Je ne peux que me réjouir de ce que la conférence des présidents ait décidé, à travers l'ordre du jour réservé et avec l'accord de tous, de donner à ces travaux un retentissement particulier en permettant au Sénat d'en débattre en séance plénière, devant un auditoire important.

En cet instant, je voudrais, au nom du Sénat tout entier, qui représente toutes les collectivités territoriales, rendre un hommage solennel à l'action des maires qui, comme à l'accoutumée, se retrouvent dans certaines situations en première ligne.

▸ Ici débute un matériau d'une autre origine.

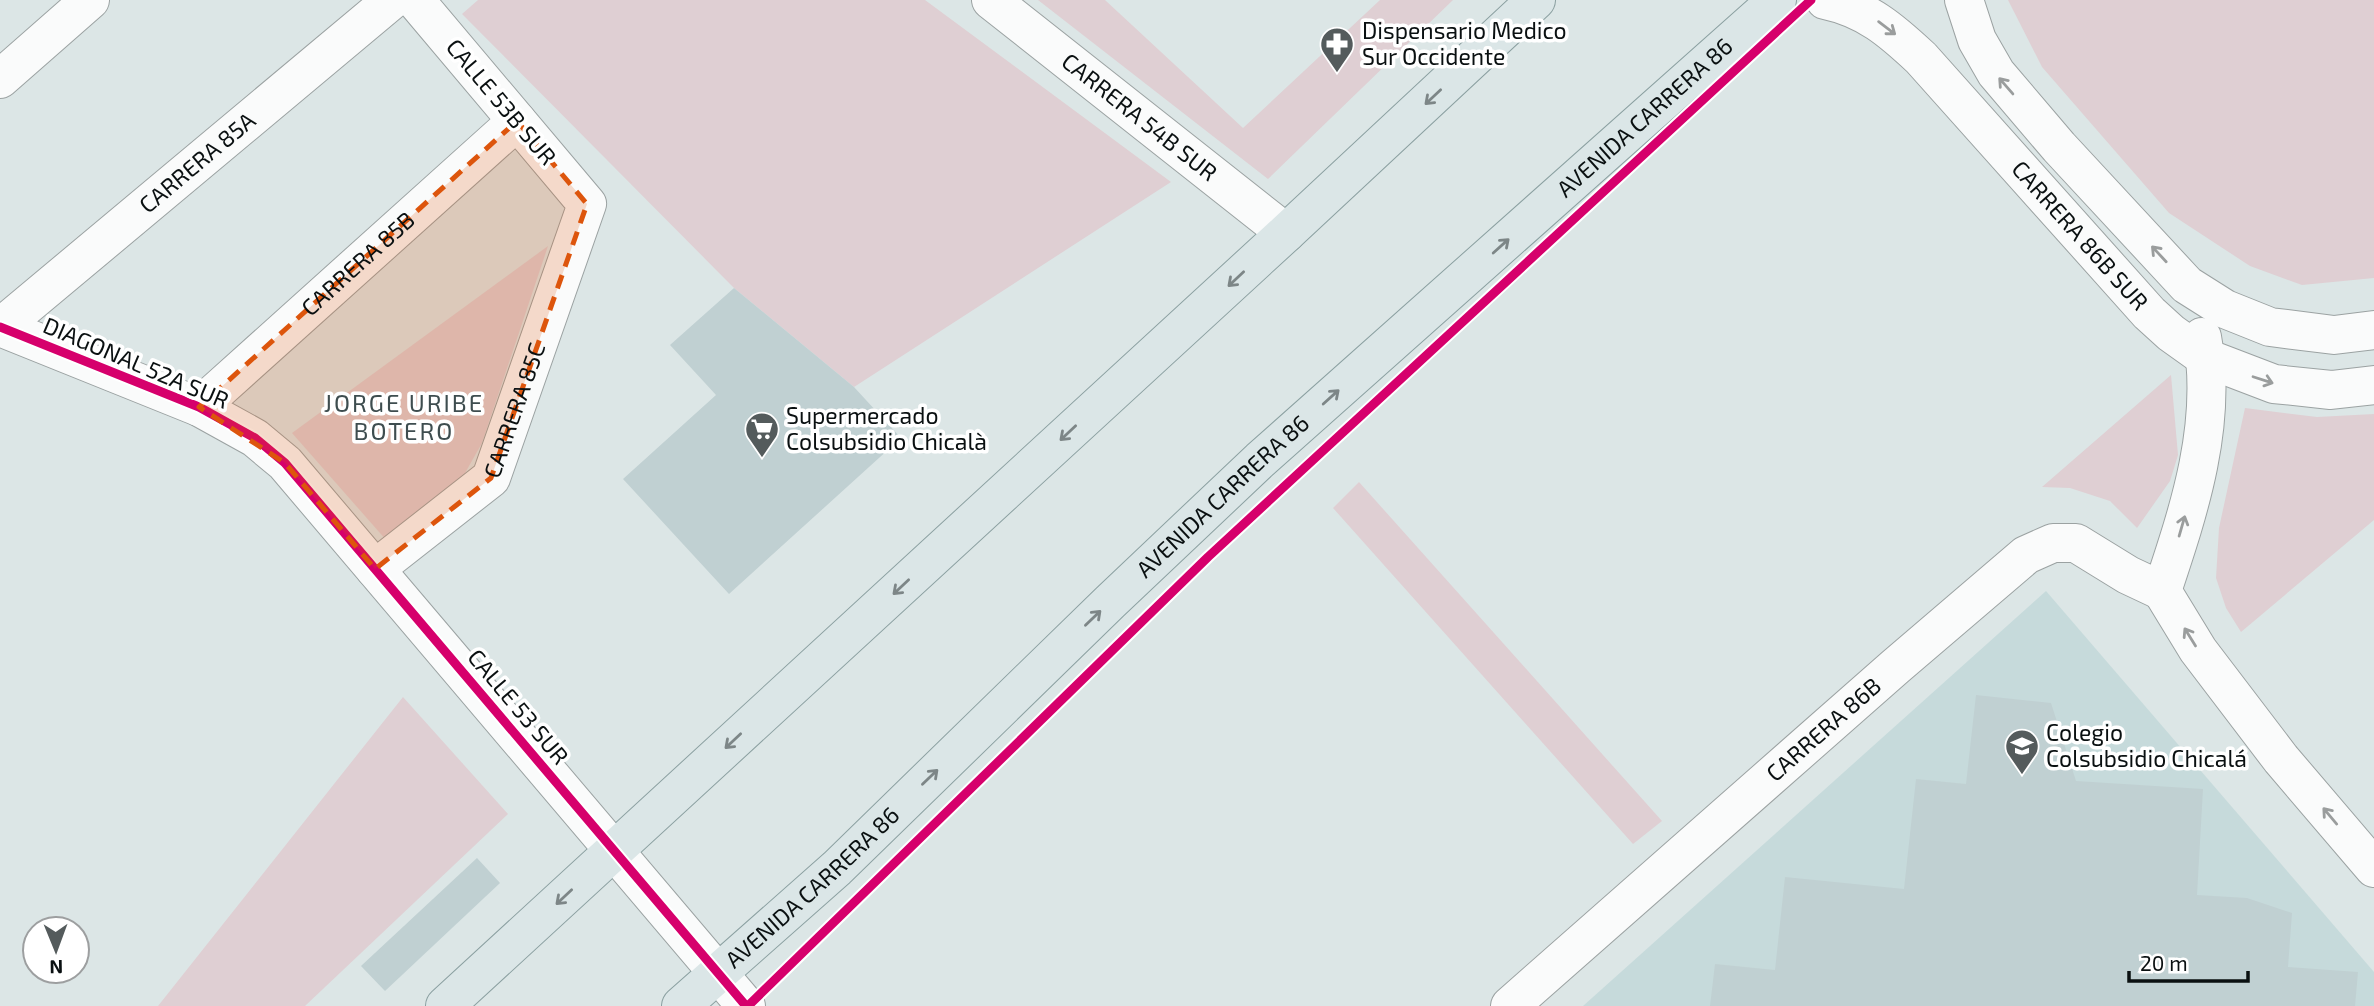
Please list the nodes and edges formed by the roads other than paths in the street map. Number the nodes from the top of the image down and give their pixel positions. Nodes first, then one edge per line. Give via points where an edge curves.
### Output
1 (89, 0) edge
2 (392, 0) edge
3 (415, 0) edge
4 (991, 0) edge
5 (1536, 0) edge
6 (1777, 0) edge
7 (1825, 0) edge
8 (1964, 0) edge
9 (0, 79) edge
10 (517, 121) junction
11 (587, 204) joint
12 (1286, 233) junction
13 (2187, 285) junction
14 (1, 327) edge
15 (2374, 330) edge
16 (2206, 358) junction
17 (2374, 385) edge
18 (199, 407) junction
19 (255, 438) joint
20 (375, 569) junction
21 (2162, 591) junction
22 (614, 851) junction
23 (2374, 868) edge
24 (719, 974) junction
25 (445, 1006) edge
26 (681, 1006) edge
27 (746, 1006) edge
28 (1510, 1006) edge

1 - 9 street
2 - 14 street, CARRERA 85A
3 - 10 street, CALLE 53B SUR
4 - 12 street, CARRERA 54B SUR
5 -> 12 main road
24 -> 6 main road, AVENIDA CARRERA 86 via 837,868 1260,460
7 -> 16 street, CARRERA 86B SUR via 1847,5 1885,25 1921,58 2150,313
13 -> 8 street, CARRERA 86B SUR via 1996,73 1977,40
10 - 11 street, CALLE 53B SUR
10 - 18 street, CARRERA 85B
11 - 20 street, CARRERA 85C via 491,478
12 -> 22 main road
13 - 15 street, CARRERA 86B SUR via 2225,309 2270,327 2334,335
13 - 16 street
14 - 18 street, DIAGONAL 52A SUR
16 -> 17 street, CARRERA 86B SUR via 2274,384 2331,390
21 -> 16 street via 2204,440
18 - 19 street, DIAGONAL 52A SUR
19 - 20 street, CALLE 53 SUR via 285,463
20 - 22 street, CALLE 53 SUR
23 -> 21 street via 2272,748 2198,650
21 - 28 street, CARRERA 86B via 2076,543 2053,543 2026,555
22 - 24 street, CALLE 53 SUR
22 -> 25 main road
24 - 26 main road, AVENIDA CARRERA 86
24 - 27 street, CALLE 53 SUR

Saluons aussi l'action des services publics qui, au plus près du terrain, assurent leur mission dans des conditions difficiles.

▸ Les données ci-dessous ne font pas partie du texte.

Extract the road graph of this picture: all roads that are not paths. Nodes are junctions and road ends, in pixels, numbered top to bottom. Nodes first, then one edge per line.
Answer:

Mes chers collègues, place maintenant au débat. Nous entendrons d'abord le président et le rapporteur de la mission d'information. L'ensemble des groupes politiques pourront ensuite exprimer leur point de vue, puis le Gouvernement aura la possibilité de réagir aux propositions de la mission d'information, afin que s'engage une véritable réflexion d'ensemble.

Je donne sans plus tarder la parole à M. Alex Türk, président de la mission commune d'information.

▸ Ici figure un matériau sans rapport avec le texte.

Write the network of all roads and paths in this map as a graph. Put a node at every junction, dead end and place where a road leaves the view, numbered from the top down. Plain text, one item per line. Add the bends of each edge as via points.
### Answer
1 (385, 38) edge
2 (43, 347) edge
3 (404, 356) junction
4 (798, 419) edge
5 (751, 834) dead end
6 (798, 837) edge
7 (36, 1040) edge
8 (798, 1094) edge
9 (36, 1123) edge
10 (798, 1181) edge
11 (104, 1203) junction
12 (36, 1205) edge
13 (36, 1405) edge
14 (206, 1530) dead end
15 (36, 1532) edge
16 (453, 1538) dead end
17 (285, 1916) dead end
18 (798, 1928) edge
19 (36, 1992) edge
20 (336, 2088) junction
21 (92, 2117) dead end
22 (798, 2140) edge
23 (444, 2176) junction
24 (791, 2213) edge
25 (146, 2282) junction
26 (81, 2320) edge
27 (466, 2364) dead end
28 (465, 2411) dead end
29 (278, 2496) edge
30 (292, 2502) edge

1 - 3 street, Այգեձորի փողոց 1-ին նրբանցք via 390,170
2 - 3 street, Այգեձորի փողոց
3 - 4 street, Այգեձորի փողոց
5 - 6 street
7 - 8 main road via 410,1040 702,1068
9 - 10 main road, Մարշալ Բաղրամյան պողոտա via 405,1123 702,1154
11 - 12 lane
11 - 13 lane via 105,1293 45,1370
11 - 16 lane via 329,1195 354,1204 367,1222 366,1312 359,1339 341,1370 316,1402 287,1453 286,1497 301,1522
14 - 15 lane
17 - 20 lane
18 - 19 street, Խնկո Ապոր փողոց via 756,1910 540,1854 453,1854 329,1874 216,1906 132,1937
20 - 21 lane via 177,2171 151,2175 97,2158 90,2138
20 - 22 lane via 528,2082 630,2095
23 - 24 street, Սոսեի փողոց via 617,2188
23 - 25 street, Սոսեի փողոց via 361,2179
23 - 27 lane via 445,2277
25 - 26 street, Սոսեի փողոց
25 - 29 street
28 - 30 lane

M. Alex Türk, président de la mission d'information. Monsieur le président, madame le ministre, mes chers collègues, en tant que président de la mission d'information commune sur les quartiers en difficulté, je vous proposerai un mode d'emploi du rapport qu'elle a publié, puis M. le rapporteur traitera le fond des questions.

Je veux donc vous faire part de l'état d'esprit des membres de cette mission tout au long de leurs neuf mois de travaux.

Tout d'abord, à la lecture du rapport, vous pouvez constater que la mission a fourni un travail très important et riche de propositions, qu'elle a entendu de très nombreuses personnes et qu'elle a effectué plusieurs déplacements tant à l'étranger qu'en France, que ce soit en métropole ou dans les territoires d'outre-mer. Ces déplacements nous ont permis à chaque fois de faire des comparaisons et de relancer notre mécanique de questionnement.

Ensuite, j'indiquerai que, s'il y a eu quelques abstentions, aucun vote hostile n'est intervenu lors de l'adoption de ce rapport. Je souligne ce point parce que, bien souvent, certains rapports, encensés à leur sortie, sont mis aux oubliettes de l'histoire parlementaire.

Il importe qu'un tel rapport serve de référence à tous les débats qui se dérouleront au cours des prochains mois, ou alors ce serait à désespérer de notre démocratie parlementaire !

Sur ce sujet, il nous faut éviter certaines chausse-trappes, et détruire certains mythes, qui se transforment parfois en rumeurs.

Premièrement, il n'existe pas une cause unique aux problèmes que nous avons essayé d'analyser. Moi-même, au tout début des travaux de la mission, je ne vous cache pas que je n'ai eu de cesse de demander au rapporteur d'en rechercher la causalité essentielle. Or, je me suis rendu compte qu'il existait un faisceau de motifs. Même si cela dérange nos esprits cartésiens, il faut tenir compte de cette réalité.

S'il n'y a pas une seule cause, il n'y a pas non plus une seule solution. Je tiens à le dire à l'intention des charlatans et des apprentis magiciens qui prétendent qu'il faudrait mettre en place telle mesure pour que, instantanément, tout aille bien dans les banlieues. Si c'était vrai, les personnes compétentes au sein de la mission d'information commune et dans cette enceinte nous l'auraient dit ! En réalité, il faut essayer de mettre en harmonie plusieurs solutions pour traiter ces problèmes.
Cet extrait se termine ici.